Newsweek

NASA's Artemis II Crew Visits 'Most Lunar-Like' Place on Earth For Training

B.Martinez8 hr ago

To prepare for NASA 's first journey to the moon in over half a century, the crew of the Artemis II spent the summer training in Earth's most moon-like environment.

NASA astronauts Reid Wiseman, Victor Glover, and Christina Koch, alongside Canadian Space Agency (CSA) astronaut Jeremy Hansen, as well as backup crew members NASA astronaut Andre Douglas and CSA astronaut Jenni Gibbons, hiked across Iceland to prepare them for the rugged terrain of the moon.

This marks the latest in a long series of space missions that have gone to Iceland to train, dating back all the way to the Apollo missions.

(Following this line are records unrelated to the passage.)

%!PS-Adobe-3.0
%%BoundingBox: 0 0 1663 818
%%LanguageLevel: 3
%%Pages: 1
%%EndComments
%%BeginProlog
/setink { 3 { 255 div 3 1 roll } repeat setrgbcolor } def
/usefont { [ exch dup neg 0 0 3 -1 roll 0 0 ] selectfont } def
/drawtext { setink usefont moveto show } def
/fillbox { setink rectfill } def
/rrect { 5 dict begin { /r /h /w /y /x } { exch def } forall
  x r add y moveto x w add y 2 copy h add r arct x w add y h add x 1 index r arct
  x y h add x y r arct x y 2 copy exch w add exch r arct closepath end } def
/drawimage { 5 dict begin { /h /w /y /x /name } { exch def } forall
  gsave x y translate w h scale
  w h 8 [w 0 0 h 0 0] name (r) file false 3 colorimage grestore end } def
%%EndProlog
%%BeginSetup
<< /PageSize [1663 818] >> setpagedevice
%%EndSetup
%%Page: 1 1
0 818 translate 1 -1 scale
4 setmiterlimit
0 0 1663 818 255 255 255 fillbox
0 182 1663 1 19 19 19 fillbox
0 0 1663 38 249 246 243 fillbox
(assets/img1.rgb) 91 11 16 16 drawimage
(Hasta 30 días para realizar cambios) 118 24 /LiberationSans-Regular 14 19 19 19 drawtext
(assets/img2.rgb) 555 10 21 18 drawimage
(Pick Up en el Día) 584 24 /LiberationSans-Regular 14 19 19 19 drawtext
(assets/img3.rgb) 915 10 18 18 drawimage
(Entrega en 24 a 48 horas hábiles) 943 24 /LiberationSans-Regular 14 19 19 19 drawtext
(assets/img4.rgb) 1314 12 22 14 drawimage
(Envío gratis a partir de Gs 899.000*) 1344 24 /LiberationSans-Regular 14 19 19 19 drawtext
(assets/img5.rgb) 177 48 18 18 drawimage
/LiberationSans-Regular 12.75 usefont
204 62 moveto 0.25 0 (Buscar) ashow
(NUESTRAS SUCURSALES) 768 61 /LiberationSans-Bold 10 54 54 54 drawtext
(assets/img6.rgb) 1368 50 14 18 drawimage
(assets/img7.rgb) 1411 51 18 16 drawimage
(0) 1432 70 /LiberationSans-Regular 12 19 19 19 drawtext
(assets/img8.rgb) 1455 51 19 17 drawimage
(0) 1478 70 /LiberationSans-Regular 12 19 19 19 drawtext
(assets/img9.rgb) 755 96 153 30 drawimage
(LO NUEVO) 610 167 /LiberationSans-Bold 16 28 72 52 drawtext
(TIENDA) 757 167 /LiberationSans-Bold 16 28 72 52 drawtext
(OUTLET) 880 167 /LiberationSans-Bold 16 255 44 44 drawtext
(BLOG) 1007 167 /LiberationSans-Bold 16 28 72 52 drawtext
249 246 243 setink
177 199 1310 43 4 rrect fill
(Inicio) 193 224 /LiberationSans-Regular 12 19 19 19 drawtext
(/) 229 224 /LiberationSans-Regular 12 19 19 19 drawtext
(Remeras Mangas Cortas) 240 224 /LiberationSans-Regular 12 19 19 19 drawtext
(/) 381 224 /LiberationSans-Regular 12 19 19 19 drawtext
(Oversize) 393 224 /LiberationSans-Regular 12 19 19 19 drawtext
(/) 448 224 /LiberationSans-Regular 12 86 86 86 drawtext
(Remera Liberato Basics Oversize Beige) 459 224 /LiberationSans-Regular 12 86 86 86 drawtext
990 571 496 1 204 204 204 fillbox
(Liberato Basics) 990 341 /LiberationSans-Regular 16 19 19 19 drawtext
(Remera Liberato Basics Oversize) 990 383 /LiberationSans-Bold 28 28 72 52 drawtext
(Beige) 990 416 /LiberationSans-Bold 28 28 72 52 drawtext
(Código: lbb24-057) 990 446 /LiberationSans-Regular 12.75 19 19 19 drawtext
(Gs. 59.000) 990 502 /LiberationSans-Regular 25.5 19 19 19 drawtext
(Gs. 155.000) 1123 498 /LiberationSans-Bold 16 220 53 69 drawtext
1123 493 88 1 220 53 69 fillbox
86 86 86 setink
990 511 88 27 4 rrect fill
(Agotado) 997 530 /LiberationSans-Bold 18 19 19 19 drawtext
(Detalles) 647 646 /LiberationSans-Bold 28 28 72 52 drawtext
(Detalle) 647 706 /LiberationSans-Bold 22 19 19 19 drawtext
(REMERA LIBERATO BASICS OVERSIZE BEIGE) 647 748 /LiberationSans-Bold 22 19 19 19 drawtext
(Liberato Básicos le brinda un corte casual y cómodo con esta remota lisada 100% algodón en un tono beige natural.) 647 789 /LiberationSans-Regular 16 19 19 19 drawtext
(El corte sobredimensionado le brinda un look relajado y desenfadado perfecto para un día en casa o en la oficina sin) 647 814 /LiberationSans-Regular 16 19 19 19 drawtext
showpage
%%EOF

"Apollo astronauts said Iceland was one of the most lunar-like training locations that they went to in their training," Cindy Evans, Artemis geology training lead at NASA's Johnson Space Center in Houston, said in a NASA statement. "It has lunar-like planetary processes—in this case, volcanism. It has the landscape; it looks like the Moon. And it has the scale of features astronauts will both be observing and exploring on the Moon."

Iceland's landscape, filled with lava fields, volcanic craters, and barren, rocky terrain, closely resembles the lunar surface. Even special rocks called basalts and breccias, which are found on the moon, are also found in Iceland due to the country's intense volcanic activity.

The geology of Iceland offers astronauts a chance to practice working in conditions similar to what they will encounter on the moon, and to train in techniques for identifying, collecting, and documenting rocks and soil samples using specially designed tools.

The astronaut crew also practiced their navigation skills and spent their time living and working together as they would in space.

"The tools we used during the Apollo missions haven't changed that much for what we're planning for the Artemis missions," Trevor Graff, exploration geologist and the hardware and testing lead on the Artemis science team at NASA Johnson, said in the statement. "Traditionally, a geologist goes out with just standard tool sets of things like rock hammers and scoops or shovels to sample the world around them, both on the surface and subsurface."

Sadly, the crew of Artemis II will not land on the moon. Following the unmanned Artemis I mission, which successfully launched the Space Launch System (SLS) and the Orion spacecraft on a trip around the moon and back to Earth. Artemis II will be the first crewed mission of the Artemis program, sending four astronauts aboard the Orion spacecraft to orbit the moon over the course of 10 days, before returning to Earth. Artemis II is estimated to launch "no earlier than Sept. 2025," according to NASA , with the crew becoming the second ever to travel beyond low Earth orbit, and the first since Apollo 17 in 1972.

Artemis III will return humans to the lunar surface for the first time since 1972. This mission is planned to land astronauts near the lunar South Pole, where they will spend approximately a week on the surface c onducting scientific research. NASA estimates that this mission will launch "no earlier than Sept. 2026."

"There's really transformational science that we can learn by getting boots back on the Moon, getting samples back, and being able to do field geology with trained astronauts on the surface," said Angela Garcia, exploration geologist and an Artemis II science officer at NASA Johnson.